Abstract
Actual mechanisms of multidrug resistance (MDR) to chemotherapy in oncology are considered. ABC-transporters such as P-glycoprotein, BCRP protein, and MRP proteins take part in the development of resistance. The review presents the main classes of chemosensitizers, i.e., inhibitors of ABC transporters of the 1st-4th generations. Plant polyphenols, i.e., flavonoids, are commonly referred to as the last (4th) generation of MDR inhibitors. Chemosensitizers of different classes should be chosen with allowance for the patient mutation-expression profile and the receptor status of a particular tumor. The appropriate dosage of the chemosensitizer and the administration schedule can enhance the process of counteracting MDR.
Keywords: multidrug resistance, P-glycoprotein, MRP proteins, BCRP-protein, tyrosine kinase inhibitors, flavonoids
Multidrug resistance (MDR) is one of the major factors limiting the efficacy of antitumor agents, including for repeated treatment regimes. MDR arises from the use of any therapeutic medicine, including for more personalized and focused treatment strategies such as immunotherapy, hormonal therapy, and targeted therapy [1]. Enhanced elimination from cells due to hyperexpression of transmembrane transporter proteins belonging to the ATP-binding cassette (ABC) transporter family [P-glycoprotein (P-gp), multidrug resistance proteins (MRP), breast cancer resistance protein (BCRP)], including the solute carrier (SLC) family of dissolved substance transporters, play the main role in MDR development to first-line therapeutic classical cytostatics, e.g., doxorubicin, cisplatin, methotrexate, 5-fluorouracil, etc. Processes such as the appearance of new mutations, a change of tumor microenvironment, deregulation of apoptosis, and up-regulation of molecular-signaling transmission enzymes also are important in the development of resistance to immunotherapy, hormonal therapy, and targeted therapy. As a result, the cytotoxic action of the drugs decreases and the tumor progresses [2]. Resistance is also associated with increased enzyme metabolic (detoxification) activity, primarily activation of CYP3A4, glutathione transferase P1 – 1, and glutathione peroxidase 4 (GPX4) [3]. Activation of these enzymes leads to changes in the pharmacokinetics of antitumor drugs and undesired drug–drug interactions. The amounts of glutathione, a co-substrate of glutathione-S-transferase, were observed to increase in cell lines resistant to alkylating compounds (embikhine, chlorbutin, melfalan, cyclophosphamide, etc.). Chemical interactions between glutathione and alkylating compounds were catalyzed by glutathione-Stransferase enzymes [4].
The search for strategies for overcoming MDR is proceeding in several directions [5]. The search for ABC-transporter inhibitors is the most rapidly developing direction and is the focus of the present review.
ATP-binding cassette transporters
ATP-binding cassette transporters (ABC-transporters) are translocase transporter systems. ABC-transporters consist of several subunits, one or two of which are transmembrane proteins; others, membrane-bound ATPases. The ATPase subunits utilize adenosine triphosphate (ATP) binding and hydrolysis energy to supply the energy necessary for the transport of substrates through membranes.

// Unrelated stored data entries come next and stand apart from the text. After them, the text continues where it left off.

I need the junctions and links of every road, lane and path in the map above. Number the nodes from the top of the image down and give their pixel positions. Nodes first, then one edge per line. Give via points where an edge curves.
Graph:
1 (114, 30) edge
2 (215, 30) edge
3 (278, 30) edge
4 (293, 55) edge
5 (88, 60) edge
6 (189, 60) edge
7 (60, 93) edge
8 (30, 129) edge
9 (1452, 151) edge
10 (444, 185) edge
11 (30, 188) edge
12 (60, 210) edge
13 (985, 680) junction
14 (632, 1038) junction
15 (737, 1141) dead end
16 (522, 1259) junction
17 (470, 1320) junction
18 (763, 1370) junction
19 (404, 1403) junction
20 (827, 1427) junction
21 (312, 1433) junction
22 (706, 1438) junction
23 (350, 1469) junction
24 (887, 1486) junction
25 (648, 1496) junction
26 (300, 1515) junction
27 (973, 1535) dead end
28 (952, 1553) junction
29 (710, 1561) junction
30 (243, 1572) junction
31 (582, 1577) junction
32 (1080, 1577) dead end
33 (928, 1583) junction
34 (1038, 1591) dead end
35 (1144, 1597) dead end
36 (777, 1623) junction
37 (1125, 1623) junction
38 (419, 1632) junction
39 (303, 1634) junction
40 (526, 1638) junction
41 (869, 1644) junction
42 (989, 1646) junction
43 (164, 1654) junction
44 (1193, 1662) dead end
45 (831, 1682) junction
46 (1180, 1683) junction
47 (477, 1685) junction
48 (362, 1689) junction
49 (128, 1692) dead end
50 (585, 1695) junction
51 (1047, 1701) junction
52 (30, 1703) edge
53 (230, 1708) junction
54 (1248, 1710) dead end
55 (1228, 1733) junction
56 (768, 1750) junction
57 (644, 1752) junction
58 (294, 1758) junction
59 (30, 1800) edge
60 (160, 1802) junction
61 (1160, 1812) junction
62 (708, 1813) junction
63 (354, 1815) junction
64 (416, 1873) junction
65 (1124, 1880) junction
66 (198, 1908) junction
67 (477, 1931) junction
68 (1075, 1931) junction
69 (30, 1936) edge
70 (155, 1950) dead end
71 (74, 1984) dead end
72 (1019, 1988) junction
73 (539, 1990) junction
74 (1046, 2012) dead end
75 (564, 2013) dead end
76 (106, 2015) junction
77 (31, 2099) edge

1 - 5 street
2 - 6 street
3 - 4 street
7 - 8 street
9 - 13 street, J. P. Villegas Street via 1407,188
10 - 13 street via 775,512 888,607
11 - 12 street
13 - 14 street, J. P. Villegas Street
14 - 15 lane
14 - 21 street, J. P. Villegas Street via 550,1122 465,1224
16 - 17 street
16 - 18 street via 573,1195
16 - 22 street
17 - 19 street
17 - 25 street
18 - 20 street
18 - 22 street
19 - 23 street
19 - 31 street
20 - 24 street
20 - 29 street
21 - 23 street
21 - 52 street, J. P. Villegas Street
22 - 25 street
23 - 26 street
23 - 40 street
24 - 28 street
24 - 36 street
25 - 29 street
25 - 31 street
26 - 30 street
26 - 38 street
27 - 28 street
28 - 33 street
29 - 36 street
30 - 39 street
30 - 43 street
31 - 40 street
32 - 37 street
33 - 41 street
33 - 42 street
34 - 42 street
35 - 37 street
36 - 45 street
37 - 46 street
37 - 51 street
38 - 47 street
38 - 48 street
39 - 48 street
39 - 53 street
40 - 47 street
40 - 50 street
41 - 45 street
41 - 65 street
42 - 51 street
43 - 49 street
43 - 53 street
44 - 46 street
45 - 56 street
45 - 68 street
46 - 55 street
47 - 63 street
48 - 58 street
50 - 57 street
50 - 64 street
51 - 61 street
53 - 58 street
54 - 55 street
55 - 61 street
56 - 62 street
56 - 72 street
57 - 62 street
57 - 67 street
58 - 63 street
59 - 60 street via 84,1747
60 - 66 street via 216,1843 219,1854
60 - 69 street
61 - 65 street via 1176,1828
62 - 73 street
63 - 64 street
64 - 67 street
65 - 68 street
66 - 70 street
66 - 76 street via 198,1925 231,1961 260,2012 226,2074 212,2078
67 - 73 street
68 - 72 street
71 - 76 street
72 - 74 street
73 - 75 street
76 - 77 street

ABC-transporters promote the resistance of cells to antibiotics and antitumor drugs, actively eliminating drugs from cells [6].
Hyperexpression of ABC-transporters such as P-gp (ABCB1), MRP-1 (ABCC1), and BCRP (ABCG2) is a common mechanism of MDR development [7].
Such resistance to pharmacotherapy is called MDR because patients develop resistance to not only the drug being taken at the moment but also other drugs [8].
It could be supposed that these proteins can transfer such a large variety of drugs because of the presence of hydrophobic cavities that non-specifically bind xenobiotics.
ABC-transporters were discovered during research on cultivated tumor cells that exhibited resistance to several drugs with different chemical structures. These cells were shown to express elevated levels of an MDR transporter protein that was initially called P-glycoprotein (P-gp) [8]. It is now called MDR1 or ABCB1 [9]. The MDR1 gene is often amplified in cells with MDR. This leads to significantly increased synthesis of MDR1, P-gp itself. Substrates of mammalian ABCB1 are mainly planar lipid-soluble molecules with one or several positive charges. All substrates compete with each other for transport by analogy to serum albumin. Many drugs transported by ABCB1 are small nonpolar drugs that diffuse through the extracellular milieu into the cytosol where they block various cellular functions. Such drugs, e.g., colchicine and vinblastine, which block microtubule assembly, permeate freely through the membrane into the cytosol. However, transport of these drugs by ABCB1 reduces their intracellular concentration. Therefore, higher drug concentrations are required to destroy cells expressing ABCB1 than cells that do not have hyperexpression this transporter.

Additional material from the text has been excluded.